The Right Things: David McAlmont's Favourite Albums | Page 14 of 14 | The Quietus

Baker's Dozen

Artists discuss the 13 records that shaped their lives

13. Jane SiberryBound By The Beauty

By the time I heard this record I had auditioned for a band that would become Thieves. Saul Freeman, the other half of Thieves, introduced me to the Cocteau Twins, Scritti Politti, The Blue Nile and Jane Siberry. He played me tracks from her album The Walking, which I quite liked. I remember going to Saul’s home in Pinner one afternoon to write and he was enthusing about Bound By The Beauty, which had just been favourably reviewed in Melody Maker. I went directly to Virgin Megastore the following day.

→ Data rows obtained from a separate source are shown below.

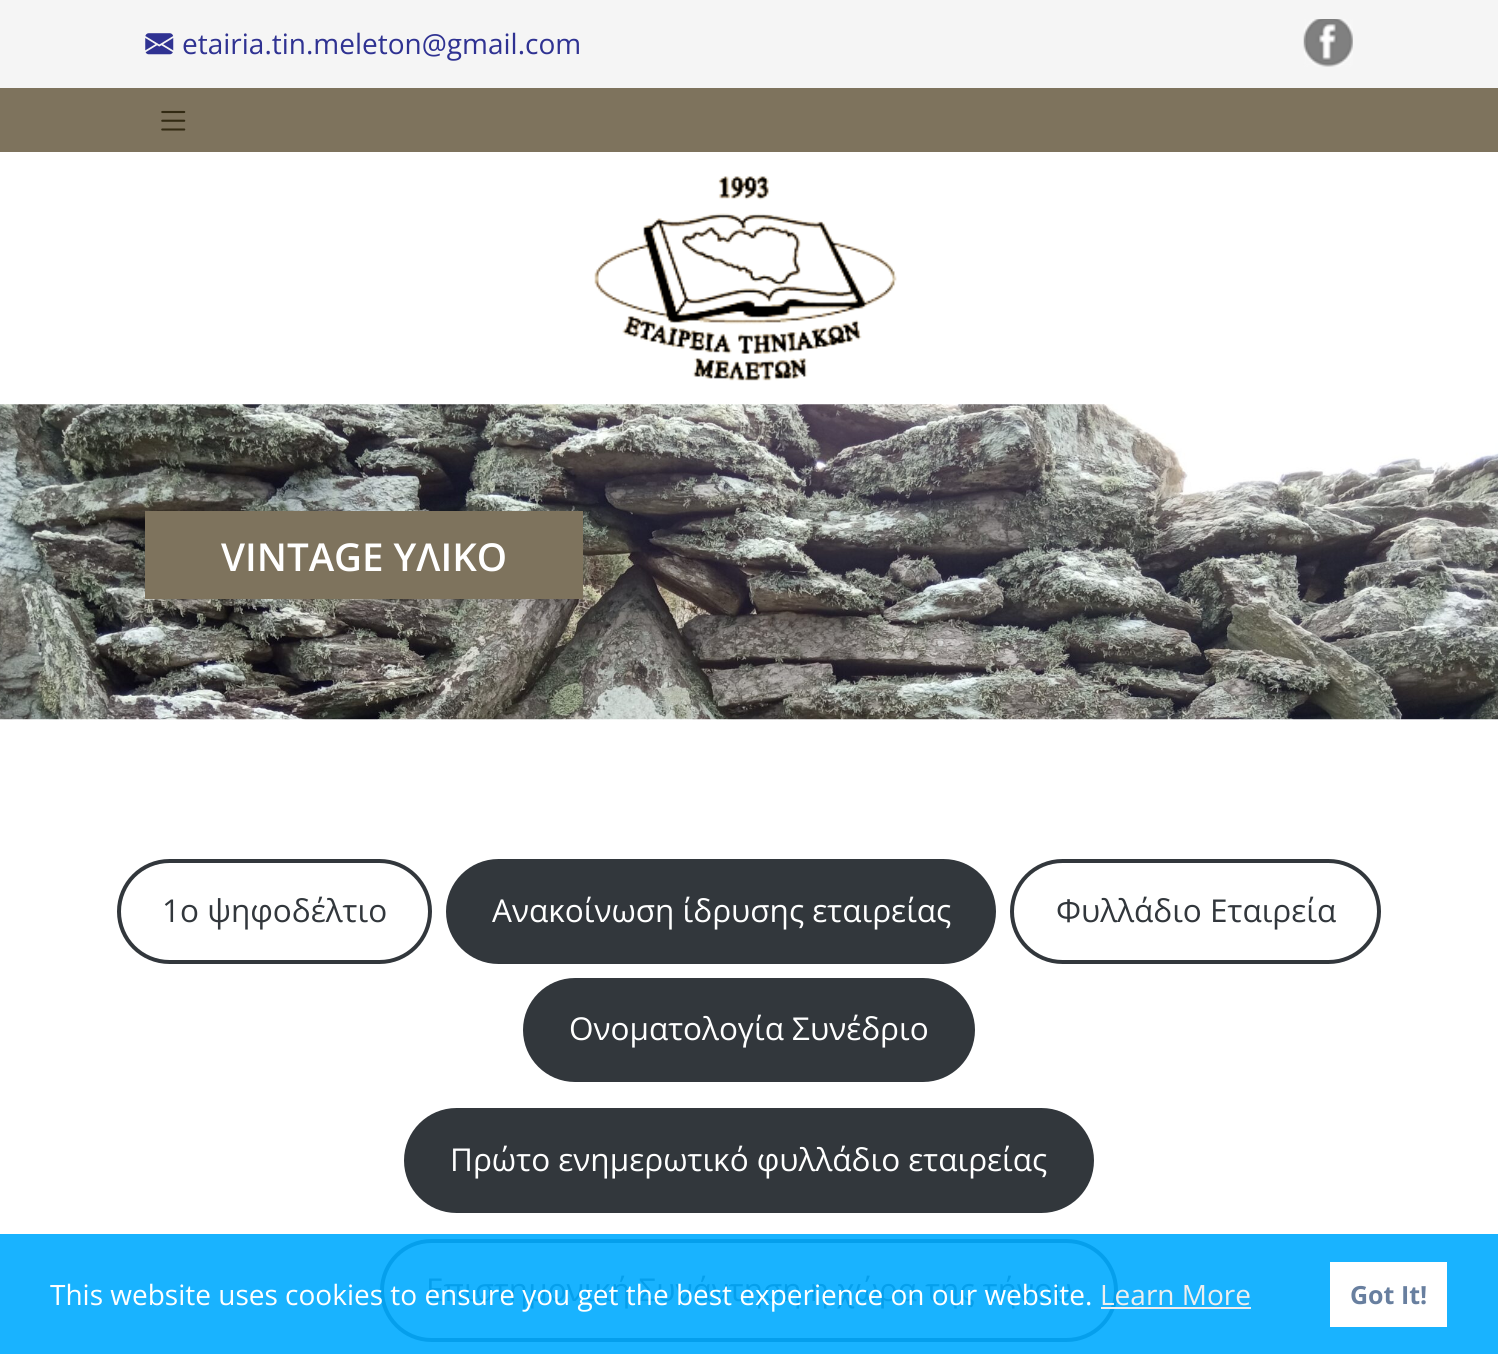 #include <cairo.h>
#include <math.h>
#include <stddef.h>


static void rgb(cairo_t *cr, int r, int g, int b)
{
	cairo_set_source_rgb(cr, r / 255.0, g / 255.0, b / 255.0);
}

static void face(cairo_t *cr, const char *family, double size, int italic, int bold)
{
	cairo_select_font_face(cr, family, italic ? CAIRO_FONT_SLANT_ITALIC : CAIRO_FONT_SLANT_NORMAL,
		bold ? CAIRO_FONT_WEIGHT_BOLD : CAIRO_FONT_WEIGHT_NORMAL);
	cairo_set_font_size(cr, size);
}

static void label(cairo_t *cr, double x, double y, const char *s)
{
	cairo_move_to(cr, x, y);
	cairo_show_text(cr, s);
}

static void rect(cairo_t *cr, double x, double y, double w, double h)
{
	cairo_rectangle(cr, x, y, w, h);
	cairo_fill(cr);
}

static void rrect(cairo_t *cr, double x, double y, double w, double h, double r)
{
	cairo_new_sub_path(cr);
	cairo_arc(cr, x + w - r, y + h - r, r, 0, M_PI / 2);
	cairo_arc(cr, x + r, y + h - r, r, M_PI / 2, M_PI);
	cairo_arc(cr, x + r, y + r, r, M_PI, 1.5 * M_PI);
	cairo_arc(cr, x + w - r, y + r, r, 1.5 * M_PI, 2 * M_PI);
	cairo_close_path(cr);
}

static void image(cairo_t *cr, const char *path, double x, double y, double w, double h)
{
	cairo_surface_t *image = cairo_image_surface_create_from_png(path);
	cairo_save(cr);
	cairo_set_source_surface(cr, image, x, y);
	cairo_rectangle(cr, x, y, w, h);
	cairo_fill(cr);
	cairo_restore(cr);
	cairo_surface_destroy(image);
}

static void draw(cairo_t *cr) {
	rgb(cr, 255, 255, 255);
	cairo_paint(cr);
	rgb(cr, 25, 179, 255);
	rect(cr, 0, 1234, 1498, 120);
	rgb(cr, 245, 245, 245);
	rect(cr, 0, 0, 1498, 88);
	image(cr, "image0.png", 145, 33, 29, 22);
	face(cr, "Open Sans", 28, 0, 0);
	rgb(cr, 47, 50, 146);
	label(cr, 182, 54, "etairia.tin.meleton@gmail.com");
	image(cr, "image1.png", 1303, 19, 50, 48);
	rgb(cr, 126, 115, 93);
	rect(cr, 0, 88, 1498, 64);
	image(cr, "image2.png", 161, 110, 25, 21);
	image(cr, "image3.png", 594, 176, 303, 205);
	image(cr, "image4.png", 0, 404, 1498, 316);
	rect(cr, 145, 511, 438, 88);
	face(cr, "Open Sans SemiBold", 38.5, 0, 0);
	rgb(cr, 255, 255, 255);
	label(cr, 221, 571, "VINTAGE ΥΛΙΚΟ");
	rrect(cr, 119, 861, 311, 101, 50.5);
	rgb(cr, 50, 55, 60);
	cairo_set_line_width(cr, 4);
	cairo_stroke(cr);
	face(cr, "Open Sans", 31.5, 0, 0);
	label(cr, 162, 922, "1ο ψηφοδέλτιο");
	rrect(cr, 446, 859, 550, 105, 52.5);
	cairo_fill(cr);
	rgb(cr, 255, 255, 255);
	label(cr, 492, 922, "Ανακοίνωση ίδρυσης εταιρείας");
	rrect(cr, 1012, 861, 367, 101, 50.5);
	rgb(cr, 50, 55, 60);
	cairo_stroke(cr);
	label(cr, 1056, 922, "Φυλλάδιο Εταιρεία");
	rrect(cr, 523, 978, 452, 104, 52);
	cairo_fill(cr);
	rgb(cr, 255, 255, 255);
	label(cr, 569, 1040, "Ονοματολογία Συνέδριο");
	rgb(cr, 50, 55, 60);
	rrect(cr, 404, 1108, 690, 105, 52.5);
	cairo_fill(cr);
	rgb(cr, 255, 255, 255);
	label(cr, 450, 1171, "Πρώτο ενημερωτικό φυλλάδιο εταιρείας");
	rrect(cr, 382, 1241, 734, 99, 49.5);
	rgb(cr, 5, 159, 236);
	cairo_stroke(cr);
	label(cr, 426, 1301, "Επιστημονική Συνάντηση η χώρα της τήνου");
	face(cr, "Open Sans", 28, 0, 0);
	rgb(cr, 255, 255, 255);
	label(cr, 50, 1305, "This website uses cookies to ensure you get the best experience on our website.");
	rgb(cr, 238, 238, 238);
	label(cr, 1100, 1305, "Learn More");
	rect(cr, 1101, 1307, 150, 2);
	rgb(cr, 255, 255, 255);
	rect(cr, 1330, 1262, 117, 65);
	face(cr, "Open Sans", 25, 0, 1);
	rgb(cr, 104, 127, 159);
	label(cr, 1350, 1304, "Got It!");
}

int main(void) {
	cairo_surface_t *surface = cairo_image_surface_create(CAIRO_FORMAT_RGB24, 1498, 1354);
	cairo_t *cr = cairo_create(surface);
	cairo_font_options_t *options = cairo_font_options_create();
	cairo_font_options_set_hint_metrics(options, CAIRO_HINT_METRICS_OFF);
	cairo_font_options_set_hint_style(options, CAIRO_HINT_STYLE_NONE);
	cairo_set_font_options(cr, options);
	cairo_set_miter_limit(cr, 4);
	draw(cr);
	cairo_surface_write_to_png(surface, "render.png");
	cairo_font_options_destroy(options);
	cairo_destroy(cr);
	cairo_surface_destroy(surface);
	return 0;
}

I was temping in those days. The Walking struck me as quite produced, quite electronic. Bound By The Beauty was a more acoustic sounding affair. I didn’t find myself wondering what the sounds were, but the songwriting blew my head off.

Those were still the cassette Walkman days. I purchased the album on cassette. Jane took the edge off my temping drudgery. She came into my life at a transformational time. I was being bored to distraction in a Woolworths office, entering baby snow boot figures into a VDU. I would shortly attend Middlesex Polytechnic and become a BAPA student (BA in Performance Art). Bound By The Beauty was the soundtrack to the segue. It prepped me for Joni Mitchell, whose music Saul would also introduce me too. Jane’s melodies were eccentric and flighty. I learned a lot from her and she enabled me to appreciate Liz Fraser more. She inspired many of the Thieves melodies that I wrote.

Jane would use recognizable genre templates and then subvert them wilfully. She moved me (‘The Valley’, ‘The Life Is The Red Wagon’); blissed me out (‘Bound By The Beauty’, ‘Something About Trains’), she made me howl with laughter – ‘Miss Punta Blanca’. Singing ‘The Valley’ for her on her salon tour a few years ago was an all-time career high.